----- Information provided
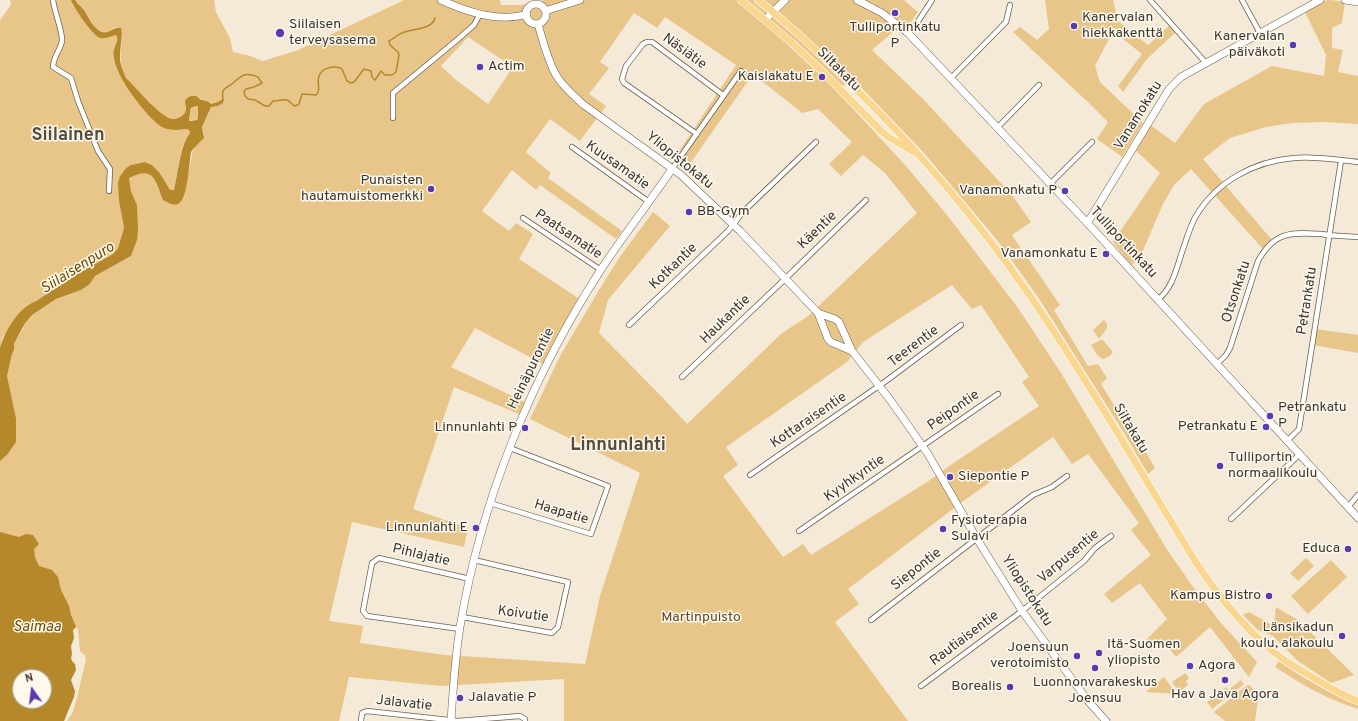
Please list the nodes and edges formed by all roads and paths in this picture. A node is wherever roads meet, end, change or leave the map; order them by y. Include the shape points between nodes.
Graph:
1 (53, 0) edge
2 (441, 0) edge
3 (580, 0) edge
4 (741, 0) edge
5 (758, 0) edge
6 (785, 0) edge
7 (857, 0) edge
8 (932, 0) edge
9 (1150, 0) edge
10 (1242, 0) edge
11 (1320, 0) edge
12 (1345, 0) edge
13 (1358, 2) edge
14 (1010, 5) dead end
15 (545, 11) junction
16 (773, 12) junction
17 (480, 14) junction
18 (527, 14) junction
19 (765, 20) junction
20 (538, 24) junction
21 (908, 33) junction
22 (1260, 33) junction
23 (1206, 64) junction
24 (741, 71) dead end
25 (951, 78) junction
26 (1039, 85) dead end
27 (723, 95) junction
28 (393, 118) dead end
29 (997, 128) junction
30 (697, 134) junction
31 (816, 142) dead end
32 (1092, 142) dead end
33 (572, 147) dead end
34 (919, 155) junction
35 (1341, 161) junction
36 (1358, 162) edge
37 (672, 169) junction
38 (1050, 184) junction
39 (109, 191) dead end
40 (866, 200) dead end
41 (649, 202) junction
42 (523, 218) dead end
43 (1087, 222) junction
44 (734, 224) junction
45 (1330, 235) junction
46 (1358, 237) edge
47 (601, 270) junction
48 (786, 279) junction
49 (1157, 300) junction
50 (818, 312) junction
51 (629, 325) dead end
52 (961, 325) dead end
53 (852, 351) junction
54 (1217, 364) junction
55 (682, 377) dead end
56 (880, 385) junction
57 (998, 394) dead end
58 (1287, 441) junction
59 (923, 446) junction
60 (510, 448) junction
61 (1300, 454) junction
62 (750, 474) dead end
63 (1067, 476) dead end
64 (1358, 495) edge
65 (490, 503) junction
66 (1348, 506) junction
67 (1358, 518) edge
68 (1231, 519) dead end
69 (799, 531) dead end
70 (1111, 536) dead end
71 (977, 538) junction
72 (474, 560) junction
73 (470, 579) junction
74 (1022, 611) junction
75 (462, 617) junction
76 (871, 620) dead end
77 (460, 629) junction
78 (921, 686) dead end
79 (1341, 692) junction
80 (1358, 696) edge
81 (1358, 701) edge
82 (361, 721) edge
83 (451, 721) edge
84 (525, 721) edge
85 (1106, 721) edge

1 - 39 street via 62,38 60,50 53,61 53,68 71,78 98,151 110,169
2 - 17 street
3 - 15 street
4 - 19 main road, Siltakatu
5 - 16 main road, Siltakatu
6 - 16 street
7 - 21 street, Tulliportinkatu via 882,13
8 - 21 street
9 - 23 street
10 - 22 street
11 - 22 street, Vanamokatu
12 - 13 street
14 - 25 street via 1006,22
15 - 18 street via 541,6 534,4
15 - 20 street via 546,17
16 - 19 street
16 - 34 main road, Siltakatu via 831,64
17 - 18 street via 504,17
17 - 28 street via 474,25 458,40 393,93
18 - 20 street via 531,22
19 - 34 main road, Siltakatu via 825,74 881,131
20 - 37 street, Yliopistokatu via 556,75 567,89 584,105
21 - 25 street, Tulliportinkatu
22 - 23 street, Vanamokatu
23 - 43 street, Vanamokatu via 1180,77 1169,89
24 - 27 street, Heinäpurontie
25 - 29 street, Tulliportinkatu
26 - 29 street
27 - 30 street, Heinäpurontie
27 - 30 street, Näsiätie via 652,42 643,44 626,66 622,79 624,83
29 - 38 street, Tulliportinkatu
30 - 37 street, Heinäpurontie
31 - 44 street, Kotkantie via 743,212
32 - 38 street
33 - 41 street, Kuusamatie
34 - 79 main road, Siltakatu via 963,206 1027,292 1210,583 1233,612 1264,644 1283,659
35 - 36 street
35 - 45 street, Petrankatu
35 - 49 street via 1296,158 1275,160 1253,167 1226,182 1196,216 1168,290
37 - 41 street, Heinäpurontie
37 - 44 street, Yliopistokatu
38 - 43 street, Tulliportinkatu
40 - 48 street, Käentie
41 - 47 street, Heinäpurontie
42 - 47 street, Paatsamatie
43 - 49 street, Tulliportinkatu
44 - 48 street, Yliopistokatu
44 - 51 street, Kotkantie
45 - 46 street, Otsonkatu
45 - 54 street, Otsonkatu via 1294,233 1270,243 1258,261 1230,348
45 - 58 street, Petrankatu via 1299,429
47 - 60 street, Heinäpurontie via 552,354
48 - 50 street, Yliopistokatu
48 - 55 street, Haukantie
49 - 54 street, Tulliportinkatu
50 - 53 street, Yliopistokatu via 840,322
50 - 53 street, Yliopistokatu via 830,342
52 - 56 street, Teerentie
53 - 56 street, Yliopistokatu
54 - 58 street, Tulliportinkatu
56 - 59 street, Yliopistokatu
56 - 62 street, Kottaraisentie
57 - 59 street, Peipontie
58 - 61 street, Tulliportinkatu
59 - 69 street, Kyyhkyntie
59 - 71 street, Yliopistokatu
60 - 65 street, Heinäpurontie
60 - 65 street, Haapatie via 608,486 591,534
61 - 66 street, Tulliportinkatu
61 - 68 street
63 - 71 street, Siepontie via 1052,487 1033,495
64 - 66 street
65 - 72 street, Heinäpurontie
66 - 67 street, Tulliportinkatu
70 - 74 street, Varpusentie via 1095,548 1084,562
71 - 74 street, Yliopistokatu
71 - 76 street, Siepontie
72 - 73 street, Heinäpurontie
72 - 75 street, Koivutie via 568,582 558,627 552,632
73 - 75 street, Heinäpurontie
73 - 77 street, Pihlajatie via 379,558 372,563 364,612 367,616
74 - 78 street, Rautiaisentie
74 - 85 street, Yliopistokatu via 1088,701
75 - 77 street, Heinäpurontie
77 - 83 street, Heinäpurontie
79 - 80 main road, Siltakatu
79 - 81 main road, Siltakatu
82 - 83 street, Jalavatie via 362,713 367,711
83 - 84 street via 520,716

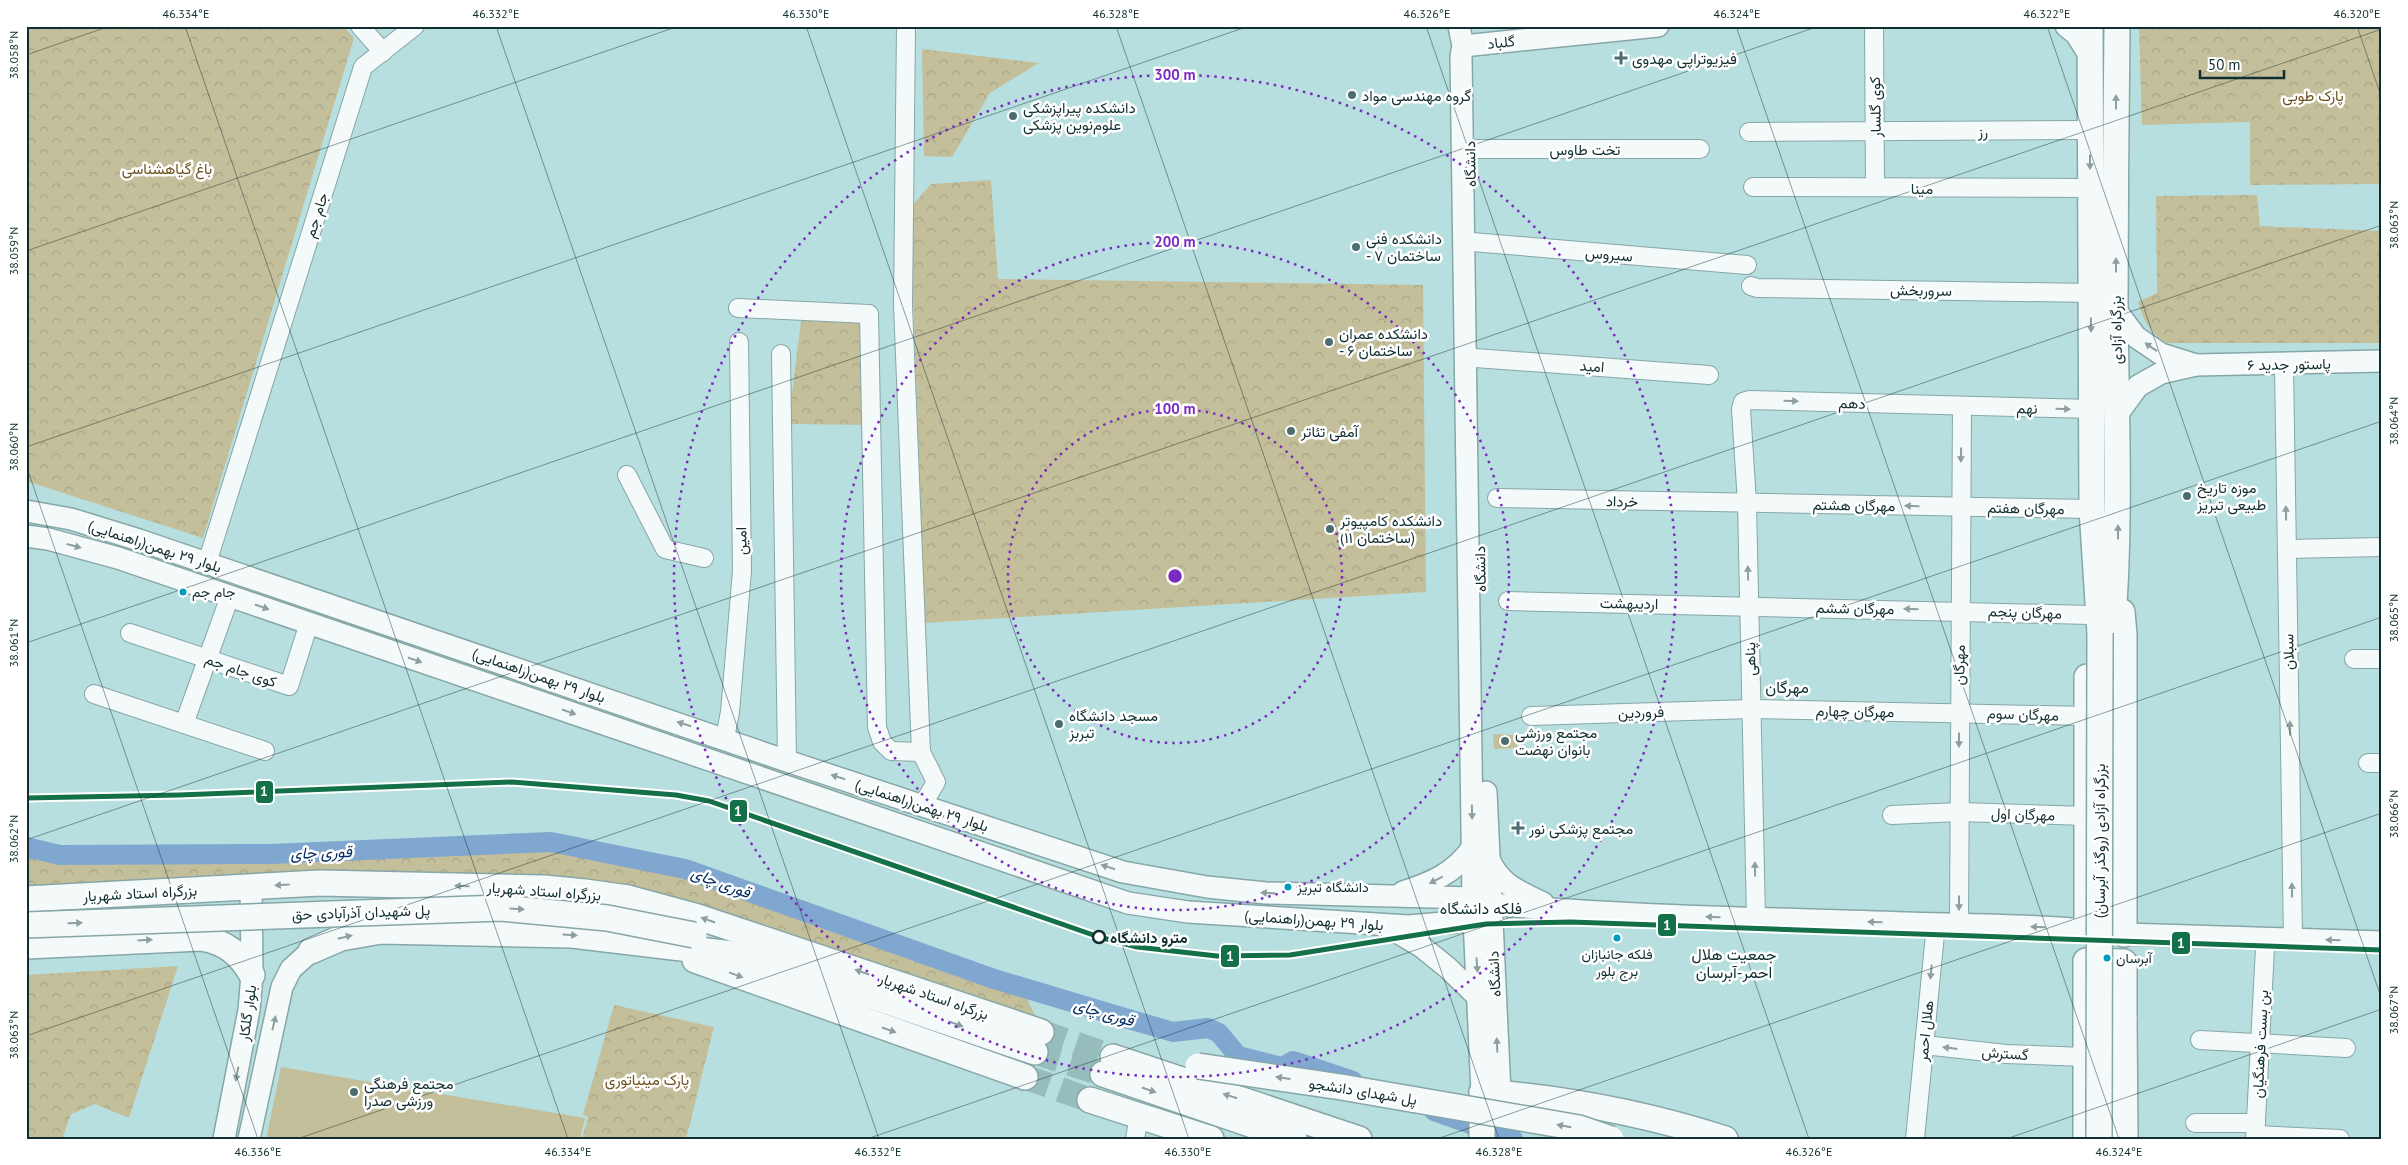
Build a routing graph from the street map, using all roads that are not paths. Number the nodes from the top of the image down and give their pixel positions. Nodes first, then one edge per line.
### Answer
1 (360, 26) edge
2 (415, 26) edge
3 (906, 26) edge
4 (1658, 26) edge
5 (1874, 26) edge
6 (2066, 26) edge
7 (2117, 33) edge
8 (1461, 36) edge
9 (2090, 40) edge
10 (383, 52) junction
11 (2090, 130) junction
12 (1875, 131) junction
13 (1749, 132) dead end
14 (1470, 149) junction
15 (1700, 149) dead end
16 (1753, 187) dead end
17 (1875, 188) junction
18 (2090, 188) junction
19 (1472, 242) junction
20 (1747, 265) dead end
21 (1751, 286) dead end
22 (2091, 293) junction
23 (738, 308) dead end
24 (2115, 309) junction
25 (739, 342) dead end
26 (781, 354) dead end
27 (1475, 358) junction
28 (2382, 362) edge
29 (2196, 365) junction
30 (2284, 365) junction
31 (1709, 375) dead end
32 (1743, 402) joint
33 (1962, 406) junction
34 (2092, 409) junction
35 (2118, 412) junction
36 (627, 475) dead end
37 (1497, 498) dead end
38 (1747, 503) junction
39 (1960, 507) junction
40 (2092, 509) junction
41 (26, 511) edge
42 (26, 536) edge
43 (2382, 547) edge
44 (2287, 549) junction
45 (704, 558) dead end
46 (206, 563) junction
47 (2106, 570) junction
48 (230, 596) junction
49 (1508, 601) dead end
50 (1749, 605) junction
51 (1960, 610) junction
52 (309, 624) junction
53 (2101, 627) junction
54 (130, 633) dead end
55 (208, 658) junction
56 (2354, 659) dead end
57 (2382, 659) edge
58 (94, 694) dead end
59 (621, 704) junction
60 (1751, 709) junction
61 (1959, 712) junction
62 (1531, 716) dead end
63 (2087, 716) junction
64 (184, 724) junction
65 (614, 728) junction
66 (725, 738) junction
67 (265, 751) dead end
68 (921, 752) junction
69 (787, 760) junction
70 (2124, 797) junction
71 (922, 804) junction
72 (2087, 807) junction
73 (1959, 812) junction
74 (1892, 815) dead end
75 (1481, 853) junction
76 (320, 883) junction
77 (381, 884) junction
78 (251, 886) junction
79 (202, 890) junction
80 (1399, 897) junction
81 (26, 899) edge
82 (1479, 906) junction
83 (1554, 909) junction
84 (1756, 918) junction
85 (1382, 924) junction
86 (1936, 924) junction
87 (1959, 924) junction
88 (26, 925) edge
89 (1408, 926) junction
90 (2087, 929) junction
91 (381, 931) junction
92 (2124, 934) junction
93 (694, 936) joint
94 (201, 938) junction
95 (2293, 939) junction
96 (2382, 942) edge
97 (2267, 943) junction
98 (26, 946) edge
99 (657, 946) junction
100 (311, 951) junction
101 (757, 957) junction
102 (252, 976) junction
103 (1479, 998) junction
104 (2086, 1015) junction
105 (2124, 1019) junction
106 (2200, 1040) dead end
107 (2260, 1043) junction
108 (1924, 1045) junction
109 (2346, 1048) dead end
110 (2086, 1057) junction
111 (1108, 1066) junction
112 (1025, 1077) tunnel mouth
113 (1491, 1093) junction
114 (1090, 1100) tunnel mouth
115 (1604, 1109) junction
116 (2195, 1122) dead end
117 (1137, 1127) edge
118 (2256, 1132) edge
119 (224, 1139) edge
120 (249, 1139) edge
121 (1211, 1139) edge
122 (1294, 1139) edge
123 (1359, 1139) edge
124 (1482, 1139) edge
125 (1611, 1139) edge
126 (1686, 1139) edge
127 (1725, 1139) edge
128 (1915, 1139) edge
129 (2086, 1139) edge
130 (2099, 1139) edge
131 (2111, 1139) edge
132 (2125, 1139) edge
133 (2340, 1139) edge

1 - 10 street
2 - 10 street
3 - 68 street
4 - 8 main road, گلباد
5 - 12 street, کوی گلسار
6 - 9 main road
7 - 9 highway
24 -> 7 highway, بزرگراه آزادی
8 - 14 main road, دانشگاه
8 -> 75 main road, دانشگاه
9 - 11 highway, بزرگراه آزادی
10 - 46 street, جام جم
11 - 12 street, رز
11 -> 18 highway, بزرگراه آزادی
12 - 13 street, رز
12 - 17 street, کوی گلسار
14 - 15 street, تخت طاوس
14 - 19 main road, دانشگاه
16 - 17 street, مینا
17 - 18 street, مینا
18 - 22 highway, بزرگراه آزادی
19 - 20 street, سیروس
19 - 27 main road, دانشگاه
21 - 22 street, سروربخش
22 -> 34 highway, بزرگراه آزادی
23 - 68 street
29 -> 24 main road, پاستور جدید ۶
24 - 35 highway, بزرگراه آزادی
25 - 66 street, امین
26 - 69 street
27 - 31 street, امید
27 - 75 main road, دانشگاه
28 - 30 main road, پاستور جدید ۶
29 - 30 main road, پاستور جدید ۶
29 - 35 main road, پاستور جدید ۶
44 -> 30 street, سبلان
32 -> 33 street, دهم
32 - 38 street, پناهی
33 -> 34 street, نهم
33 -> 39 street, مهرگان
34 - 40 highway, بزرگراه آزادی
47 -> 35 highway, بزرگراه آزادی
36 - 45 street
37 - 38 street, خرداد
39 -> 38 street, مهرگان هشتم
50 -> 38 street, پناهی
39 - 40 street, مهرگان هفتم
39 - 51 street, مهرگان
40 - 47 highway, بزرگراه آزادی
41 - 46 main road, بلوار ٢٩ بهمن(راهنمایی)
42 -> 48 main road, بلوار ٢٩ بهمن(راهنمایی)
43 - 44 street
95 -> 44 street, سبلان
46 - 59 main road, بلوار ٢٩ بهمن(راهنمایی)
47 - 53 highway, بزرگراه آزادی
47 - 70 highway
48 -> 52 main road, بلوار ٢٩ بهمن(راهنمایی)
48 - 55 street
49 - 50 street, اردیبهشت
51 -> 50 street, مهرگان ششم
50 - 60 street, پناهی
51 - 53 street, مهرگان پنجم
51 - 61 street, مهرگان
52 - 55 street, کوی جام جم
52 -> 65 main road, بلوار ٢٩ بهمن(راهنمایی)
53 - 63 highway
53 - 130 highway, بزرگراه آزادی (روگذر آبرسان), bridge
53 - 131 highway, بزرگراه آزادی (روگذر آبرسان)
54 - 55 street, کوی جام جم
55 - 64 street
56 - 57 street
58 - 64 street
59 - 65 main road
66 -> 59 main road, بلوار ٢٩ بهمن(راهنمایی)
60 - 61 street, مهرگان چهارم
60 - 62 street, فروردین
84 -> 60 street, پناهی
61 - 63 street, مهرگان سوم
61 -> 73 street, مهرگان
63 - 72 highway
64 - 67 street
65 - 85 main road, بلوار ٢٩ بهمن(راهنمایی)
66 - 69 main road, بلوار ٢٩ بهمن(راهنمایی)
68 - 71 street
71 -> 69 main road, بلوار ٢٩ بهمن(راهنمایی)
70 - 72 highway
70 - 92 highway
80 -> 71 main road, بلوار ٢٩ بهمن(راهنمایی)
72 - 73 street, مهرگان اول
72 - 90 highway
73 - 74 street, مهرگان اول
73 -> 87 street, مهرگان
75 -> 80 main road
75 - 82 main road, دانشگاه
75 - 83 main road
76 - 77 highway, بزرگراه استاد شهریار
76 -> 78 highway, بزرگراه استاد شهریار
76 - 100 highway
77 - 91 highway
101 -> 77 highway, بزرگراه استاد شهریار
78 - 79 highway, بزرگراه استاد شهریار
78 - 102 main road, بلوار گلکار
79 - 81 highway, بزرگراه استاد شهریار
79 - 94 highway
80 - 82 main road, بلوار ٢٩ بهمن(راهنمایی)
80 - 89 main road
82 - 83 main road
82 - 89 main road, بلوار ٢٩ بهمن(راهنمایی)
82 -> 103 main road, دانشگاه
113 -> 82 main road, دانشگاه
84 -> 83 main road
86 -> 84 main road
85 - 89 main road, بلوار ٢٩ بهمن(راهنمایی)
85 - 103 main road
86 - 87 main road
86 -> 108 street, هلال احمر
90 -> 87 main road
88 -> 93 highway, پل شهیدان آذرآبادی حق, bridge
90 - 92 main road
91 -> 99 highway
100 -> 91 highway
92 - 97 main road
93 - 101 highway, بزرگراه استاد شهریار
98 -> 94 highway
94 - 102 highway
96 -> 95 main road
95 - 97 main road
97 - 107 street, بن بست فرهنگیان
99 - 101 highway
99 -> 112 highway
120 -> 100 main road, بلوار گلکار
102 -> 119 main road, بلوار گلکار
103 - 113 main road, دانشگاه
104 - 105 highway
104 - 105 highway
104 - 110 highway
105 - 132 highway
106 - 107 street
107 - 109 street
107 - 118 street, بن بست فرهنگیان
110 -> 108 street, گسترش
108 - 128 street, هلال احمر
110 - 129 highway
111 -> 122 highway
123 -> 111 highway
125 -> 111 highway, پل شهدای دانشجو, bridge
113 - 115 highway
113 - 124 highway
114 - 117 highway
115 - 126 highway
115 - 127 highway
116 - 118 street
117 - 121 highway
118 - 133 street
----------
— Description of the task —
Please return every line in the data that includes the string "سبلان".

— Finished task —
44 -> 30 street, سبلان
95 -> 44 street, سبلان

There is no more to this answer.